Un placer maravilloso emanaba desde abajo, extremadamente agradable, sintiendo como si estuviera ascendiendo al cielo.
¡Esa mañana, se estaba tocando ahí abajo, por eso había tanta humedad en sus bragas!
¡Había dejado su parte inferior tan húmeda e incómoda que había ido a bañarse!
¡Pero nunca esperó olvidarse de sus cosas, que Tang Feng encontraría e incluso usaría para burlarse de ella!
¡Solo pensar en estas cosas la llenaba de inmensa vergüenza!
¡Y para empeorar las cosas, había visto la virilidad de Tang Feng!
¡Eso aumentaba su vergüenza!
Cuanto más pensaba en ello, más avergonzada y deshonrada se sentía la joven monja.
Al mismo tiempo, no podía controlar que la imagen de la virilidad de Tang Feng apareciera en su mente.
Además, solo pensar en la virilidad de Tang Feng le hacía sentir un calor ardiente por todo el cuerpo y su corazón se aceleraba, ¡por razones que no podía comprender!
Se sentía tan emocionante.
¡Y ahora también comenzaba a sentir picazón ahí abajo!
—Buda Amitabha…
La joven monja rápidamente recitó sutras para sofocar los pensamientos malvados en su corazón.
Pero no funcionó en absoluto; en cambio, ¡su cuerpo parecía calentarse más y más!
¡Y la picazón de abajo empeoraba cada vez más!
¡Involuntariamente apretó las piernas!
Incapaz de mantenerse en pie por más tiempo, se desplomó lentamente sobre el suelo.

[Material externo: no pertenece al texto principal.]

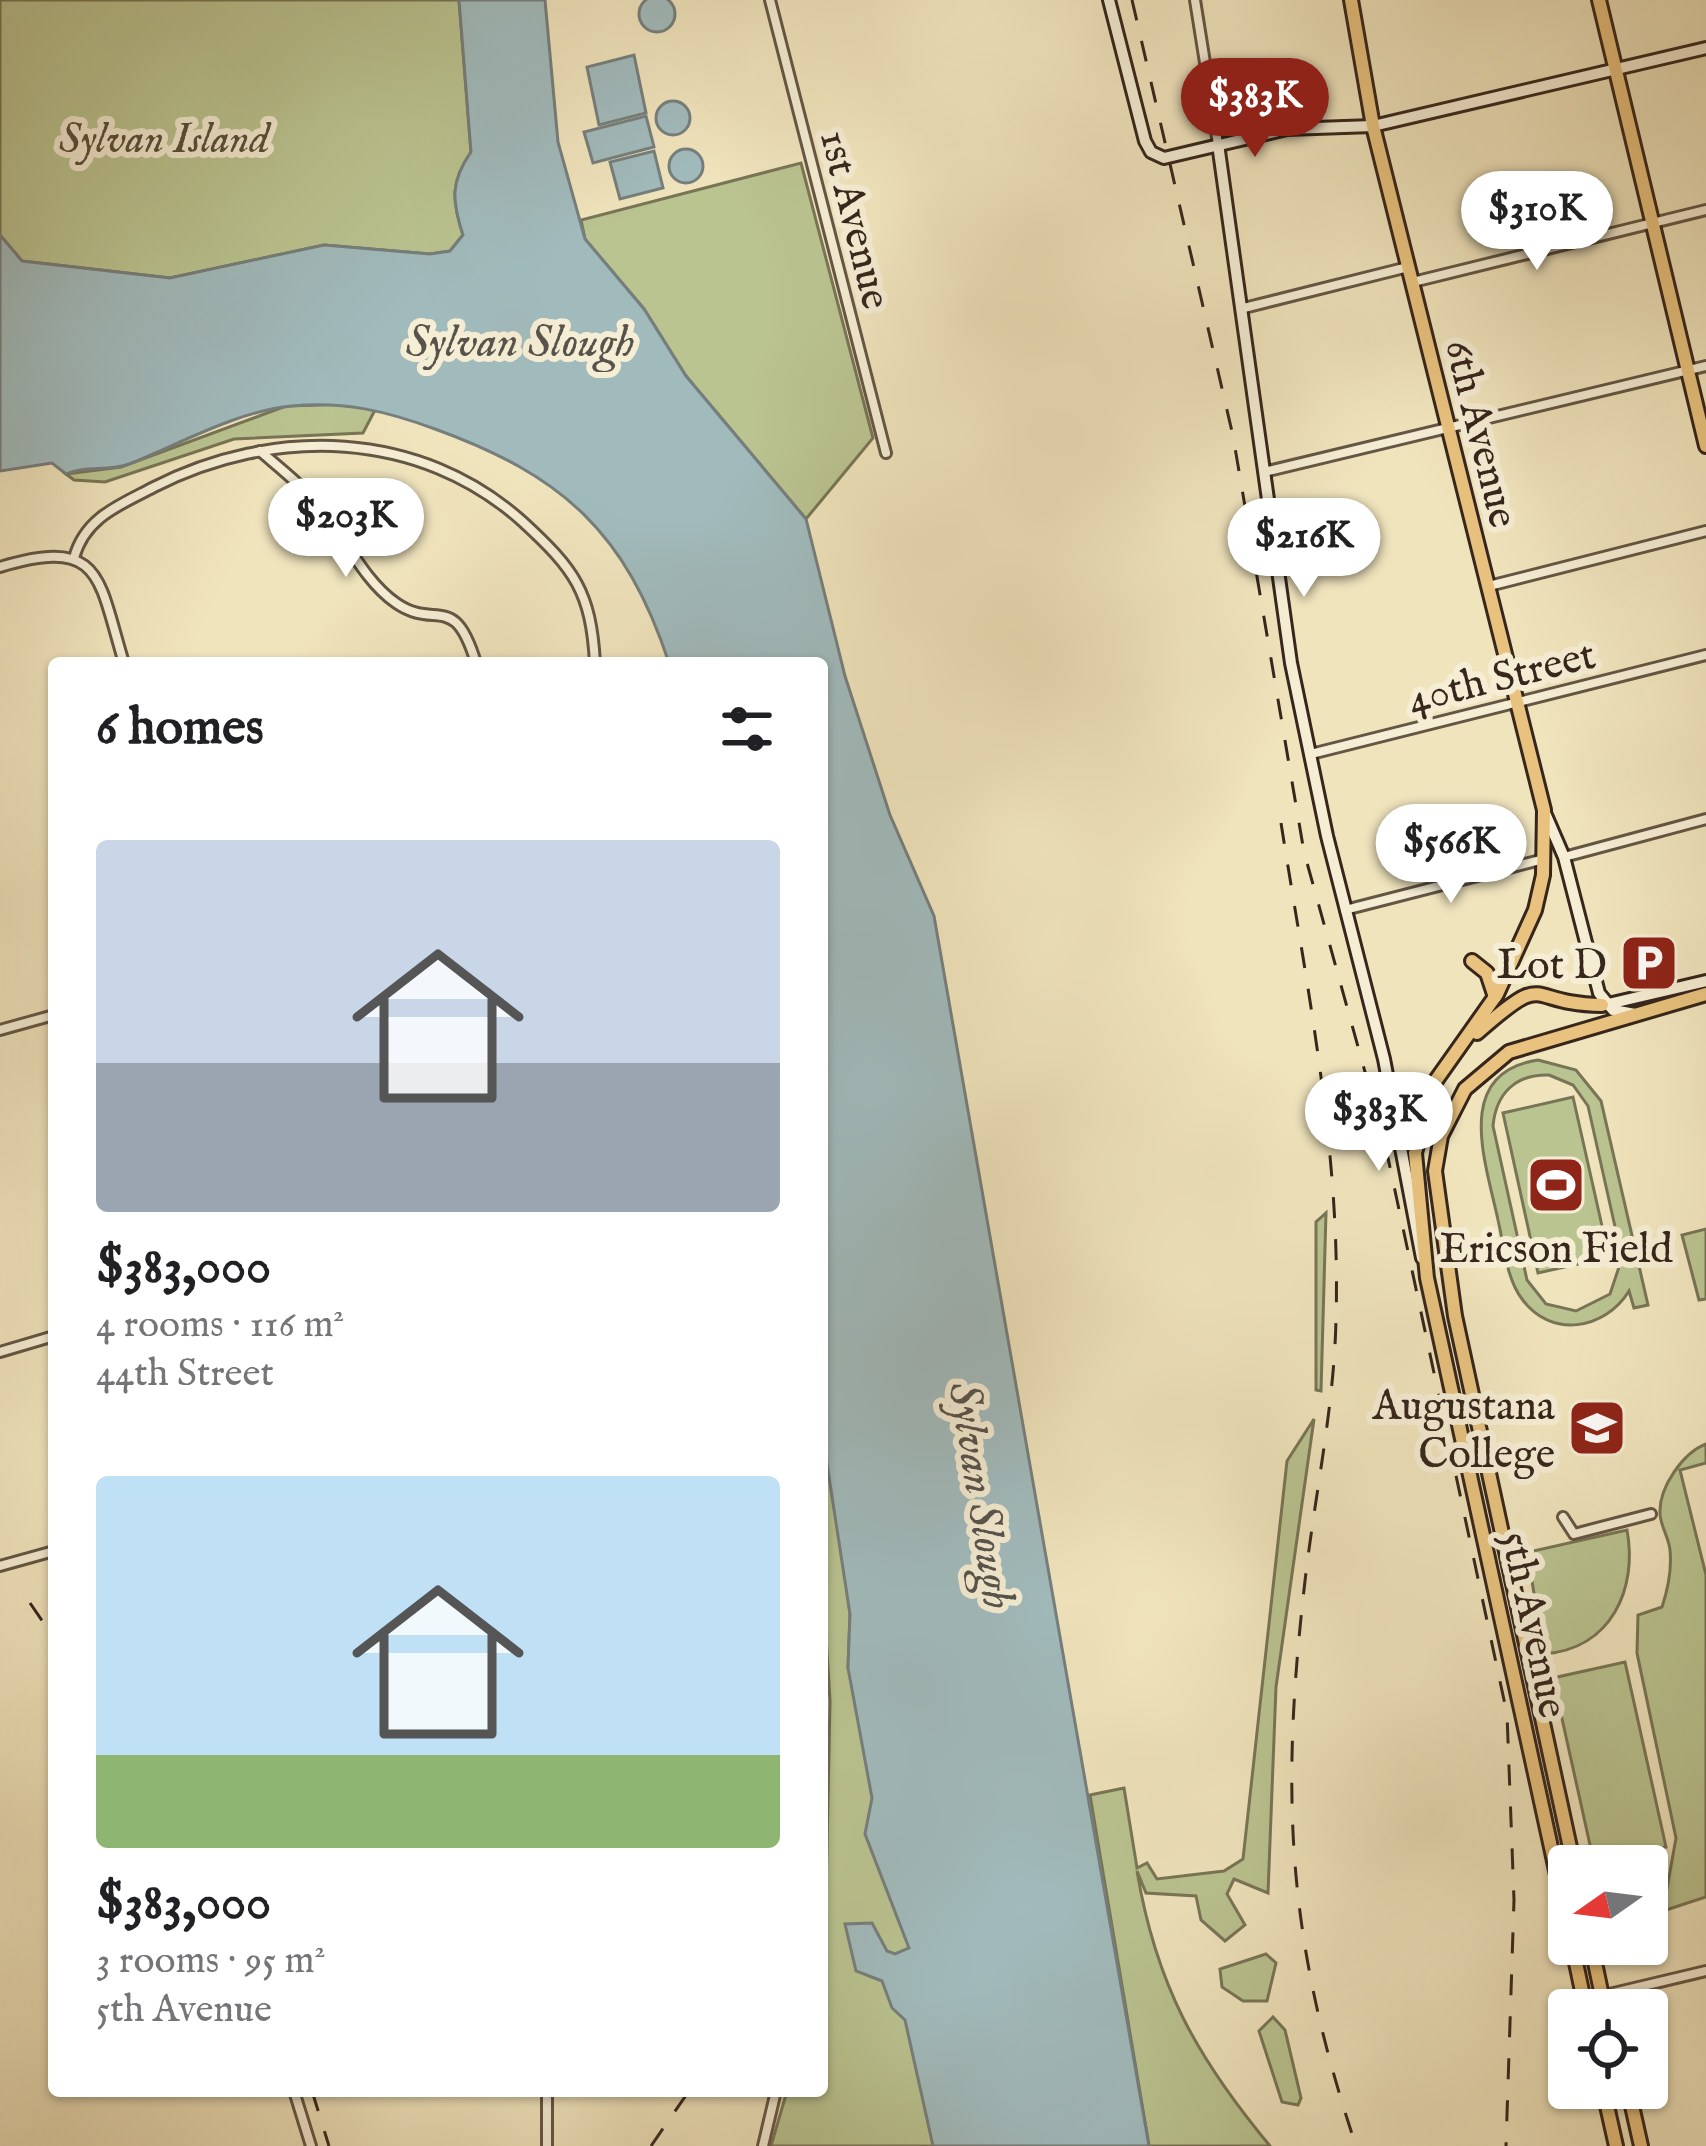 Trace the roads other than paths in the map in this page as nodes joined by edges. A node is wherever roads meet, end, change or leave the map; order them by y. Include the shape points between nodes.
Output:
1 (770, 0) edge
2 (1109, 0) edge
3 (1195, 0) edge
4 (1351, 0) edge
5 (1599, 0) edge
6 (1706, 48) edge
7 (1616, 70) junction
8 (1373, 126) junction
9 (1218, 144) junction
10 (1706, 210) edge
11 (1652, 223) junction
12 (1408, 267) junction
13 (1412, 282) junction
14 (1244, 308) junction
15 (1706, 366) edge
16 (1688, 370) junction
17 (1448, 430) junction
18 (1706, 446) edge
19 (259, 450) junction
20 (886, 453) dead end
21 (1264, 472) junction
22 (1706, 531) edge
23 (74, 557) junction
24 (0, 567) edge
25 (1489, 586) junction
26 (1706, 655) edge
27 (122, 657) edge
28 (473, 657) edge
29 (594, 657) edge
30 (1518, 702) junction
31 (1311, 754) junction
32 (1544, 810) junction
33 (1706, 819) edge
34 (1564, 856) junction
35 (1544, 859) junction
36 (1345, 910) junction
37 (1472, 961) dead end
38 (1706, 981) edge
39 (1706, 994) edge
40 (1495, 997) junction
41 (1604, 1005) junction
42 (1638, 1014) junction
43 (48, 1017) edge
44 (0, 1030) edge
45 (1454, 1054) junction
46 (1427, 1278) junction
47 (48, 1338) edge
48 (0, 1352) edge
49 (1651, 1514) dead end
50 (1563, 1517) dead end
51 (48, 1554) edge
52 (0, 1566) edge
53 (1550, 1845) edge
54 (1570, 1845) edge
55 (1706, 1971) edge
56 (1649, 1989) edge
57 (296, 2097) edge
58 (547, 2097) edge
59 (775, 2097) edge
60 (1608, 2109) edge
61 (1632, 2109) edge
62 (311, 2146) edge
63 (548, 2146) edge
64 (764, 2146) edge
65 (1616, 2146) edge
66 (1640, 2146) edge

1 - 20 street, 1st Avenue
2 - 9 street via 1151,152 1169,158
3 - 9 street
4 - 8 main road, 6th Avenue
5 - 7 main road
6 - 7 street
7 - 8 street
7 - 11 main road
8 - 9 street via 1287,129
8 - 12 main road, 6th Avenue
9 - 14 street
10 - 11 street
11 - 13 street
11 - 16 main road
12 - 13 main road, 6th Avenue
12 - 14 street
13 - 17 main road, 6th Avenue
14 - 21 street
15 - 16 street
16 - 17 street
16 - 18 main road
17 - 21 street
17 - 25 main road, 6th Avenue
19 - 23 street via 223,457 110,509 88,528
19 - 28 street via 320,506 398,605 441,612 460,626
19 - 29 street via 377,450 479,484 575,574
21 - 31 street
22 - 25 street
23 - 24 street via 41,554
23 - 27 street via 101,588
25 - 30 main road, 6th Avenue
26 - 30 street, 40th Street
30 - 31 street, 40th Street
30 - 32 main road, 6th Avenue
31 - 36 street
32 - 34 street, 6th Avenue
32 - 35 main road, 6th Avenue
33 - 34 street
34 - 41 street, 6th Avenue
35 - 36 street
35 - 40 main road, 6th Avenue via 1534,910
36 - 46 street
37 - 40 main road via 1487,973
38 - 41 street
39 - 42 main road
40 - 45 main road, 6th Avenue
41 - 42 street
41 - 45 main road via 1541,991 1521,995
42 - 54 main road, 5th Avenue via 1509,1052 1479,1074 1441,1136 1435,1171
43 - 44 street
45 - 46 main road, 5th Avenue via 1416,1136
46 - 53 main road, 5th Avenue
47 - 48 street
49 - 50 street via 1574,1534
51 - 52 street
55 - 56 street
57 - 62 street
58 - 63 street
59 - 64 street
60 - 65 main road
61 - 66 main road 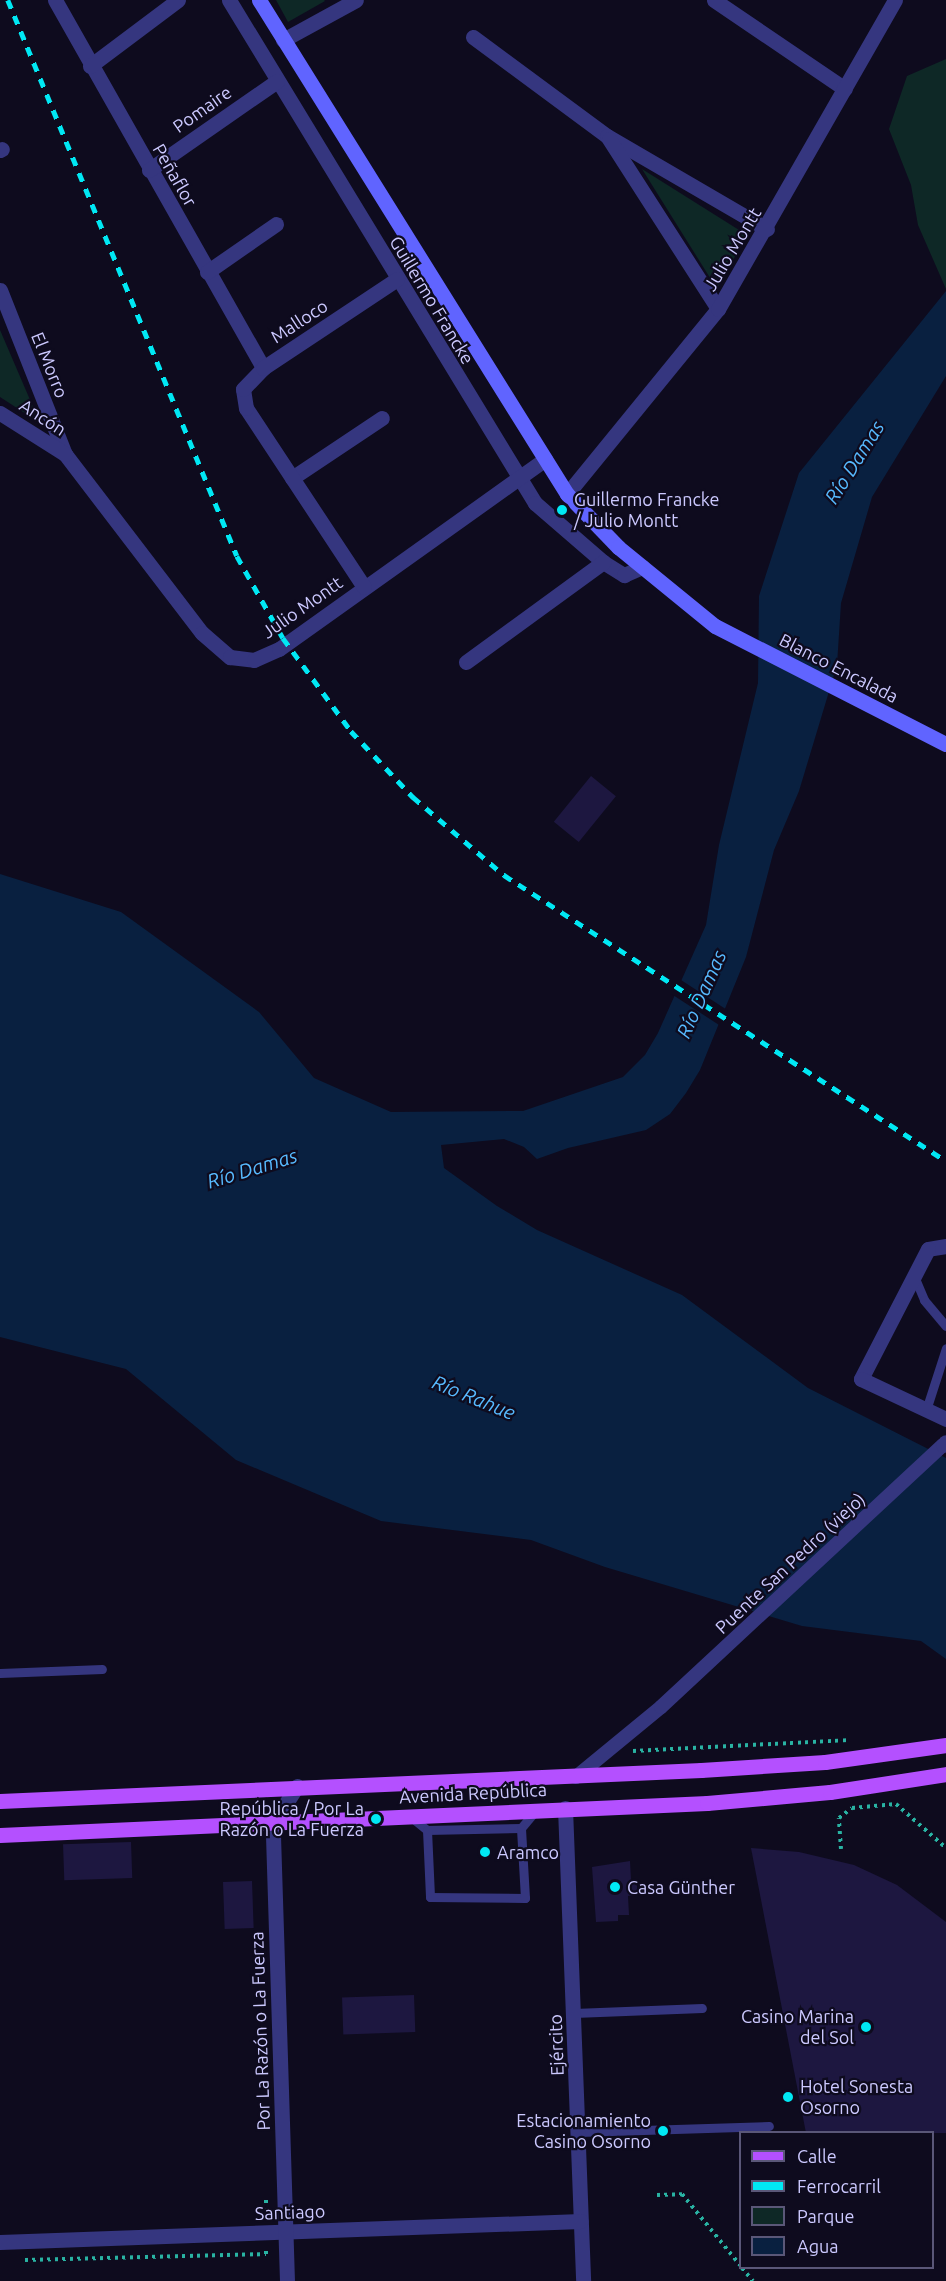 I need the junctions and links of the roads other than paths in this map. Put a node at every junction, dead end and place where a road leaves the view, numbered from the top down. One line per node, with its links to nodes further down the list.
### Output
1 (55, 0): 10 (street, Peñaflor)
2 (178, 0): 10 (street)
3 (229, 0): 11 (street, Guillermo Francke)
4 (259, 0): 9 (main road, Guillermo Francke)
5 (356, 0): 9 (street)
6 (714, 0): 12 (street)
7 (895, 0): 12 (street, Julio Montt)
8 (473, 37): 13 (street)
9 (283, 40): 25 (main road, Guillermo Francke)
10 (90, 66): 14 (street, Peñaflor)
11 (277, 81): 14 (street, Pomaire); 18 (street, Guillermo Francke)
12 (845, 90): 16 (street, Julio Montt)
13 (607, 136): 16 (street); 20 (street)
14 (149, 170): 17 (street, Peñaflor)
15 (276, 224): 17 (street)
16 (767, 229): 20 (street, Julio Montt)
17 (207, 272): 21 (street, Peñaflor)
18 (397, 279): 21 (street, Malloco); 26 (street, Guillermo Francke)
19 (0, 290): 24 (street, El Morro)
20 (718, 309): 28 (street, Julio Montt)
21 (263, 368): 27 (street, Malloco)
22 (0, 413): 24 (street, Ancón)
23 (382, 418): 27 (street)
24 (65, 454): 31 (street, Julio Montt)
25 (545, 459): 26 (street, Julio Montt); 28 (main road, Guillermo Francke)
26 (518, 477): 29 (street, Guillermo Francke); 31 (street, Julio Montt)
27 (292, 478): 31 (street)
28 (567, 494): 30 (main road, Guillermo Francke)
29 (603, 562): 30 (street, Guillermo Francke); 33 (street)
30 (642, 567): 32 (main road, Guillermo Francke)
31 (364, 587)
32 (715, 626): 34 (main road, Blanco Encalada)
33 (466, 662)
34 (946, 744)
35 (946, 1246): 36 (street)
36 (914, 1276): 37 (lane); 39 (street)
37 (946, 1326)
38 (946, 1348): 39 (lane)
39 (926, 1410): 40 (street)
40 (946, 1419)
41 (944, 1443): 46 (street, Puente San Pedro (viejo))
42 (102, 1669): 43 (lane)
43 (0, 1673)
44 (946, 1745): 46 (main road, Avenida República)
45 (946, 1774): 49 (main road, Avenida República)
46 (576, 1777): 47 (main road, Avenida República)
47 (297, 1786): 48 (main road, Avenida República); 52 (street)
48 (0, 1801)
49 (565, 1808): 50 (main road, Avenida República); 57 (street, Ejército)
50 (537, 1809): 51 (main road, Avenida República); 53 (lane)
51 (409, 1816): 52 (main road, Avenida República); 54 (lane)
52 (273, 1823): 55 (main road, Avenida República); 61 (street, Por La Razón o La Fuerza)
53 (521, 1828): 54 (lane); 54 (lane)
54 (427, 1830)
55 (0, 1835)
56 (702, 2008): 57 (lane)
57 (574, 2013): 59 (street, Ejército)
58 (769, 2126): 59 (lane)
59 (579, 2132): 60 (street, Ejército)
60 (581, 2221): 61 (street, Santiago); 64 (street, Ejército)
61 (285, 2232): 62 (street, Santiago); 63 (street, Por La Razón o La Fuerza)
62 (0, 2242)
63 (287, 2281)
64 (583, 2281)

¡Su mano involuntariamente se dirigió entre sus piernas y presionó suavemente esa hendidura que le picaba!
—Mmm…
De repente, la joven monja gimió suavemente, y su cuerpo tembló ligeramente mientras una ola de placer la inundaba desde abajo.
Por un momento, sus ojos parecían aturdidos.
Su cerebro estaba lleno de la imagen de la virilidad de Tang Feng, y su mano se movía incontrolablemente abajo, presionando sin cesar.
¡Cuanto más presionaba, más intenso se volvía el placer!
En su mente, las imágenes de la virilidad de Tang Feng seguían apareciendo.
¡Hacía que su cuerpo se calentara más y más, y su corazón latiera descontroladamente!
¡Los movimientos de su mano se hicieron aún más rápidos!
—Mmm mmm…
Pronto, la joven monja no pudo evitar cerrar los ojos y deslizar su mano dentro de su falda, presionando esa hendidura húmeda.